Las Vegas, N.M. – Community volunteers will have the opportunity to plant native cottonwood trees at the Rio Mora National Wildlife Refuge on March 21 to help restore river habitat.
New Mexico Highlands is one of the partners sponsoring the tree planting.
“We invite the community to join us in planting cottonwood trees as part of our ongoing effort to restore riparian habitat and improve the hydrology at the refuge,” said Joe Zebrowski, the liaison between Highlands and the Rio Mora National Wildlife Refuge. “These trees are important because they help stabilize the banks of the river and provide important wildlife and bird habitat.” In addition, Zebrowski said, the trees help shade Rio Mora, improving fish habitat.
“This is a unique opportunity to get behind the scenes at the scenic Rio Mora National Wildlife Refuge, which is normally closed to the public.
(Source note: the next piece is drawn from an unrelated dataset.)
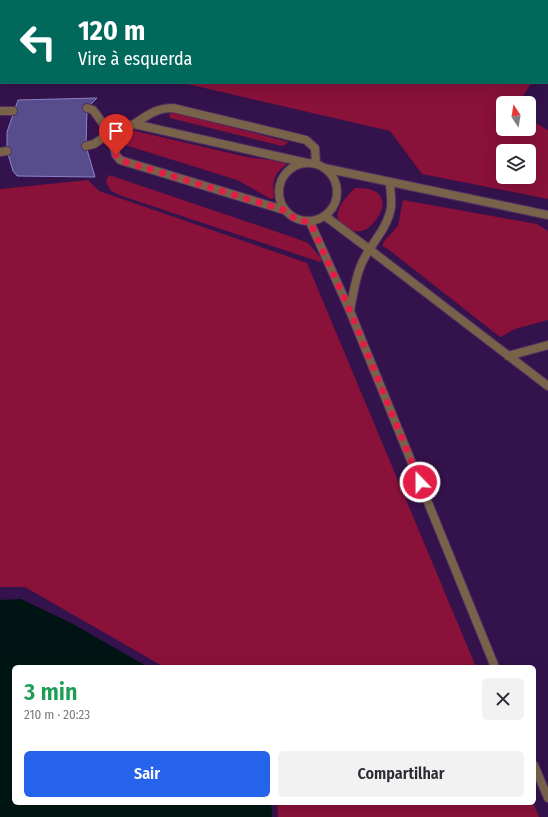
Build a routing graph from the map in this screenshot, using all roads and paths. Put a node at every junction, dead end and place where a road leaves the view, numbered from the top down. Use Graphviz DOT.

The activity will run from 10 a.m. to 3 p.m., but you don’t need to stay the entire time. Please bring your lunch if you stay all day,” Zebrowski said.
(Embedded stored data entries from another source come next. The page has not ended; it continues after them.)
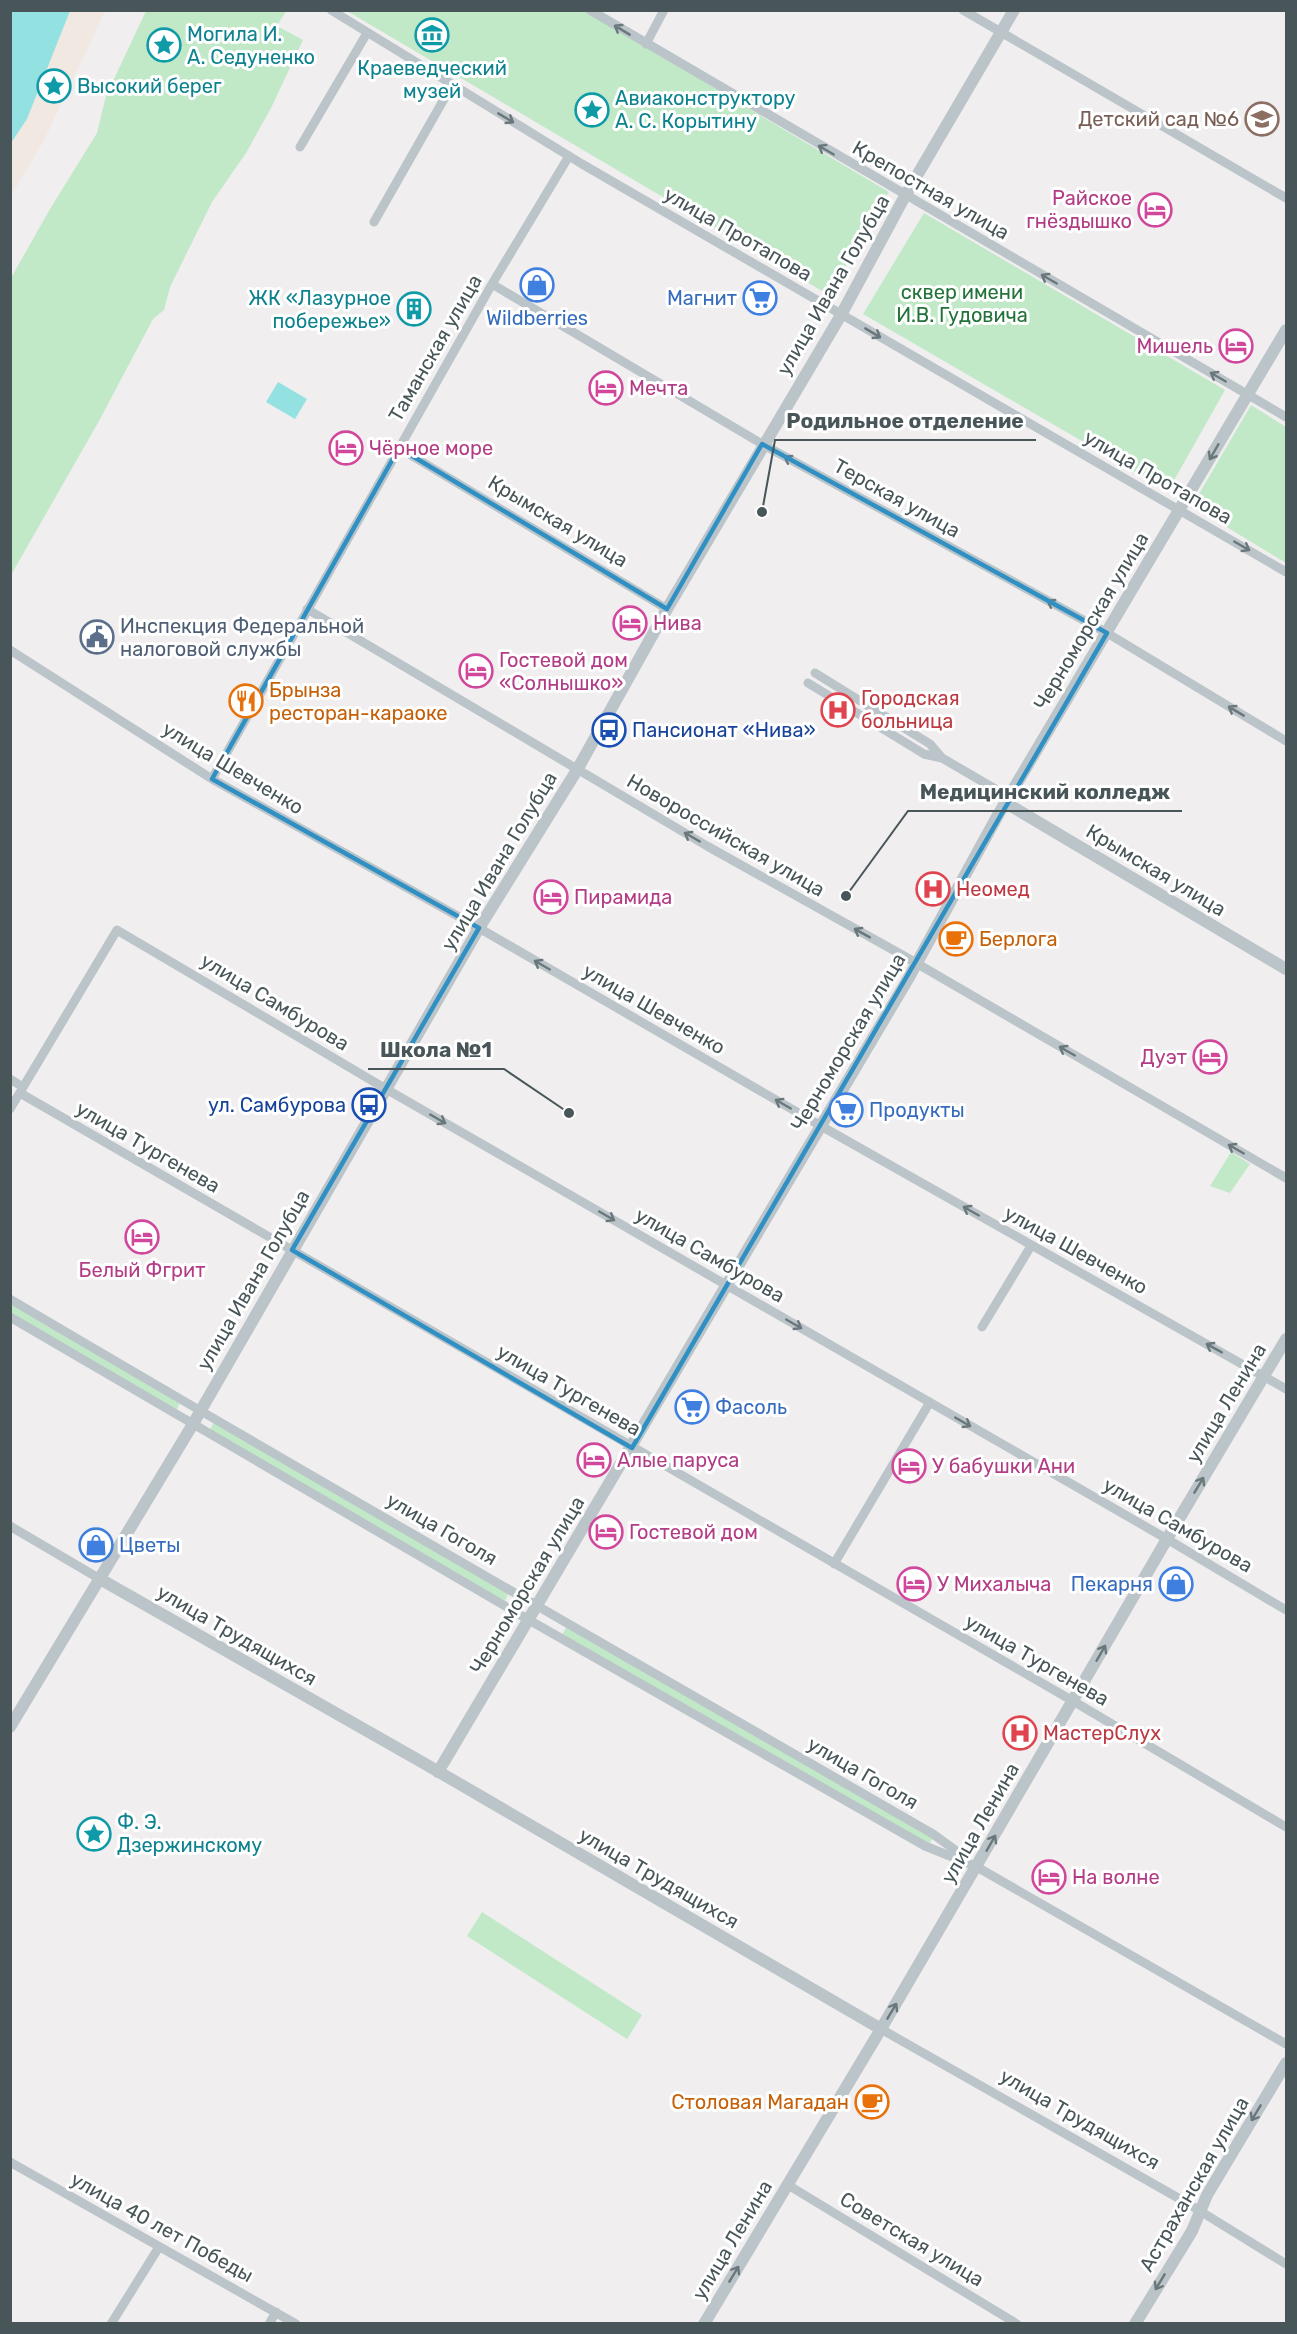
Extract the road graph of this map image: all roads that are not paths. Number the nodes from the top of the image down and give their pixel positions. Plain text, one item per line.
1 (331, 10) edge
2 (590, 10) edge
3 (664, 10) edge
4 (963, 10) edge
5 (1014, 10) edge
6 (368, 33) junction
7 (1001, 33) junction
8 (646, 44) junction
9 (452, 85) junction
10 (300, 147) dead end
11 (569, 156) junction
12 (905, 196) junction
13 (1287, 198) edge
14 (374, 222) dead end
15 (492, 284) junction
16 (841, 315) junction
17 (1287, 330) edge
18 (1248, 395) junction
19 (1287, 417) edge
20 (762, 444) junction
21 (399, 448) junction
22 (1180, 511) junction
23 (1287, 572) edge
24 (307, 609) junction
25 (667, 609) junction
26 (1107, 633) junction
27 (10, 650) edge
28 (815, 673) dead end
29 (808, 683) dead end
30 (1287, 741) edge
31 (942, 758) junction
32 (577, 770) junction
33 (212, 779) junction
34 (1007, 800) junction
35 (479, 928) junction
36 (917, 964) junction
37 (1287, 969) edge
38 (10, 1079) edge
39 (388, 1090) junction
40 (16, 1098) edge
41 (821, 1126) junction
42 (1287, 1178) edge
43 (1031, 1246) junction
44 (292, 1250) junction
45 (727, 1285) junction
46 (10, 1299) edge
47 (10, 1317) edge
48 (982, 1327) dead end
49 (1287, 1339) edge
50 (1265, 1376) junction
51 (1287, 1389) edge
52 (930, 1402) junction
53 (200, 1411) junction
54 (193, 1424) junction
55 (632, 1448) junction
56 (10, 1526) edge
57 (1167, 1539) junction
58 (834, 1564) junction
59 (100, 1579) junction
60 (538, 1605) junction
61 (1287, 1610) edge
62 (529, 1620) junction
63 (1073, 1701) junction
64 (10, 1727) edge
65 (438, 1772) junction
66 (1287, 1827) edge
67 (977, 1867) junction
68 (881, 2029) junction
69 (1287, 2044) edge
70 (1287, 2063) edge
71 (10, 2162) edge
72 (788, 2185) junction
73 (1200, 2212) junction
74 (159, 2247) junction
75 (1287, 2264) edge
76 (276, 2312) junction
77 (111, 2324) edge
78 (269, 2324) edge
79 (296, 2324) edge
80 (704, 2324) edge
81 (1017, 2324) edge
82 (1135, 2324) edge

1 - 6 street, улица Протапова
8 -> 2 street, Крепостная улица
3 - 8 street
4 - 7 street
5 - 7 street, улица Ивана Голубца
6 - 9 street, улица Протапова
6 - 10 street
7 - 12 street, улица Ивана Голубца
7 - 13 street
12 -> 8 street, Крепостная улица
9 -> 11 street, улица Протапова
9 - 14 street
11 - 15 street, Таманская улица
11 - 16 street, улица Протапова
12 - 16 street, улица Ивана Голубца
18 -> 12 street, Крепостная улица
15 - 20 street, Терская улица
15 - 21 street, Таманская улица
16 - 20 street, улица Ивана Голубца
16 -> 22 street, улица Протапова
17 - 18 street, Черноморская улица
18 - 19 street, Крепостная улица
18 -> 22 street, Черноморская улица
20 - 25 street, улица Ивана Голубца
26 -> 20 street, Терская улица
21 - 24 street, Таманская улица
21 - 25 street, Крымская улица
22 -> 23 street, улица Протапова
22 - 26 street, Черноморская улица
24 - 32 street, Новороссийская улица
24 - 33 street, Таманская улица
25 - 32 street, улица Ивана Голубца
30 -> 26 street, Терская улица
26 - 34 street, Черноморская улица
27 - 33 street, улица Шевченко
28 - 31 street, Крымская улица
29 - 31 street
31 - 34 street, Крымская улица
32 - 35 street, улица Ивана Голубца
36 -> 32 street, Новороссийская улица
33 - 35 street, улица Шевченко
34 - 36 street, Черноморская улица
34 - 37 street, Крымская улица
35 - 39 street, улица Ивана Голубца
41 -> 35 street, улица Шевченко
36 - 41 street, Черноморская улица
42 -> 36 street, Новороссийская улица
38 - 40 street, улица Тургенева
39 - 40 street, улица Самбурова
39 - 44 street, улица Ивана Голубца
39 -> 45 street, улица Самбурова
40 - 44 street, улица Тургенева
43 -> 41 street, улица Шевченко
41 - 45 street, Черноморская улица
43 - 48 street
50 -> 43 street, улица Шевченко
44 - 53 street, улица Ивана Голубца
44 - 55 street, улица Тургенева
45 -> 52 street, улица Самбурова
45 - 55 street, Черноморская улица
46 - 53 street, улица Гоголя
47 - 54 street, улица Гоголя
49 - 50 street, улица Ленина
50 - 51 street, улица Шевченко
57 -> 50 street, улица Ленина
52 -> 57 street, улица Самбурова
52 - 58 street
53 - 54 street, улица Ивана Голубца
53 - 60 street, улица Гоголя
54 - 59 street, улица Ивана Голубца
54 - 62 street, улица Гоголя
55 - 58 street, улица Тургенева
55 - 60 street, Черноморская улица
56 - 59 street, улица Трудящихся
57 - 61 street, улица Самбурова
63 -> 57 street, улица Ленина
58 - 63 street, улица Тургенева
59 - 64 street, улица Ивана Голубца
59 - 65 street, улица Трудящихся
60 - 62 street, Черноморская улица
60 - 67 street, улица Гоголя
62 - 65 street, Черноморская улица
62 - 67 street, улица Гоголя
63 - 66 street, улица Тургенева
67 -> 63 street, улица Ленина
65 - 68 street, улица Трудящихся
68 -> 67 street, улица Ленина
67 - 69 street, улица Гоголя
68 - 72 street, улица Ленина
68 - 73 street, улица Трудящихся
70 -> 73 street, Астраханская улица
71 - 74 street, улица 40 лет Победы
80 -> 72 street, улица Ленина
72 - 81 street, Советская улица
73 - 75 street, улица Трудящихся
73 -> 82 street, Астраханская улица
74 - 76 street, улица 40 лет Победы
74 - 77 street
76 - 78 street
76 - 79 street, улица 40 лет Победы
He said that the feedback from volunteers at the Rio Mora National Wildlife Refuge is that the scenic setting of the Rio Mora the canyon is breathtaking.
“Volunteers will learn first-hand how river restoration projects work. Highlands graduate Shantini Ramakrishnan, the research and restoration coordinator at the refuge, will share her experience with restoring river habitat,” Zebrowski said.
Zebrowski, who is also the director of geospatial technology at Highlands, said no experience is needed to volunteer. Training and tools will be provided. Volunteers need to bring work gloves, a water bottle, and sturdy boots.
The Rio Mora National Wildlife Refuge is located approximately 25 miles northeast of Las Vegas.
Other partners for the March 21 volunteer day at the Rio Mora National Wildlife Refuge include the U.S. Fish and Wildlife Service, the Denver Zoo, and the Friends of the Las Vegas National Wildlife Refuge.